As the follow-up to a truly unique and disturbing
film, it disappoints, since all that’s left
now is the zombies.
John Dahl’s
You Kill Me
Opens Friday, June 22, 2007
Reviewed by Ryan
Eagle at the 2007 Tribeca Film Festival
The problem with
so many dark comedies is that they have plenty
of dark and no comedy. You Kill Me is
director John Dahl’s latest film about a
hit man battling alcoholism and stumbling upon
a fortifying relationship in the process. The
balance between humor and pain makes for an unusually
pleasing romantic comedy devoid of the predictable
exchanges between male and female leads. Ben Kingsley
is an unlikely choice to play Frank Falenczyk,
an aging, liquor repository who is slipping up
as his Polish mob family’s hired gun. After
establishing his character’s honest and
sincere approach to a livelihood that is less
than angelic, the unlikely choice looks like the
perfect one. Kingsley’s appeal as a damaged
man is obvious to the audience from his first
vodka laden scene. He is equally appealing to
Téa Leoni who plays the part of Laurel,
herself a damaged person who finds Frank’s
straightforward approach to life irresistible.

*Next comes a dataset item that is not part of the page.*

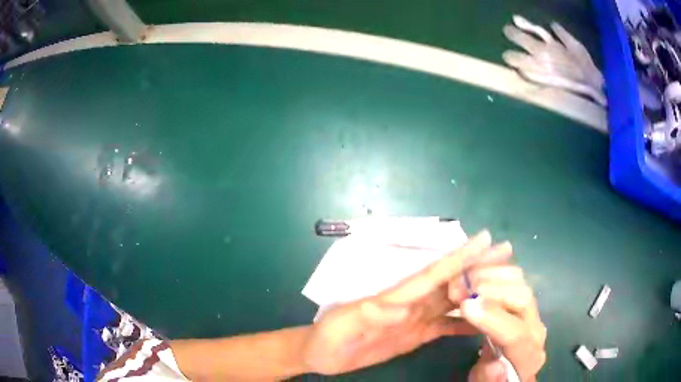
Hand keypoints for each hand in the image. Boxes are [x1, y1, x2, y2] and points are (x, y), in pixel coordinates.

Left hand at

Theirs is a May/December romance that works well
on the screen in part because of a script that
doesn’t try to do too much.
Laurel accepts
Frank’s alcoholism and his struggle to overcome
it just as she accepts his profession, not because
either one is terribly attractive, but because
his honesty about what he does and the way he
wishes to do it is a welcome change from what
she’s used to. Just what has haunted Laurel
in the past is not dragged out in the light. Omissions
of pat explanations from the script, like those
that would cheapen Laurel’s appeal in the
movie were they present, are a hallmark of the
delicate subtleties that set this film apart from
many of its romantic comedy brethren. The film’s
success is thanks to more than just a thoughtful
script. Kingsley and Leoni share a dry comic sensibility
that comes to life in a story filled with some
unsavory subjects. Because both characters have
been around the block and neither is game for
the childish back and forth one associates with
newfound romance, the onscreen couple exudes a
freshness that younger Hollywood talent might
not be able to sustain. Leoni is still beautiful
in spite of her character’s darkness and
Kingsley’s charm allows his role tremendous
sympathy.
Hit men have been
called “cleaners” in other films dealing
with mobsters. Cleanliness indeed comes to mind
when describing this movie. Frank is forthright
when he opens up to Laurel and to strangers at
his AA meetings. His conscience is clean. His
temporary job while on hiatus from killing is
preparing bodies in a funeral home – literally
cleaning and even beautifying death. Even the
liquor in this film is unmolested. Nearly all
of the drinks drunk by all of the characters are
neat. No ice, no mixers, no garnish. This no frills
approach is refreshing and the film’s total
commitment to it is easy to see.
Supporting performances
by Dennis Farina, Philip Baker Hall, Luke Wilson,
Bill Pullman and Marcus Thomas all help shoulder
the film’s driving force, which is a man’s
struggle to right his life through avenues of
work and love. No supporting role overpowers a
scene with either of the two main characters.
Such scenes are not stolen by solid performances,
but offered up to the greater good of the film
as a whole.
You Kill Me
lacks the flash of some mob movies and the
graphic filler that is so often tacked on to films
that can’t survive on mere suggestions of
love, sex or violence. This is a thinking viewer’s
mob movie and a dark, but clever comedy as well.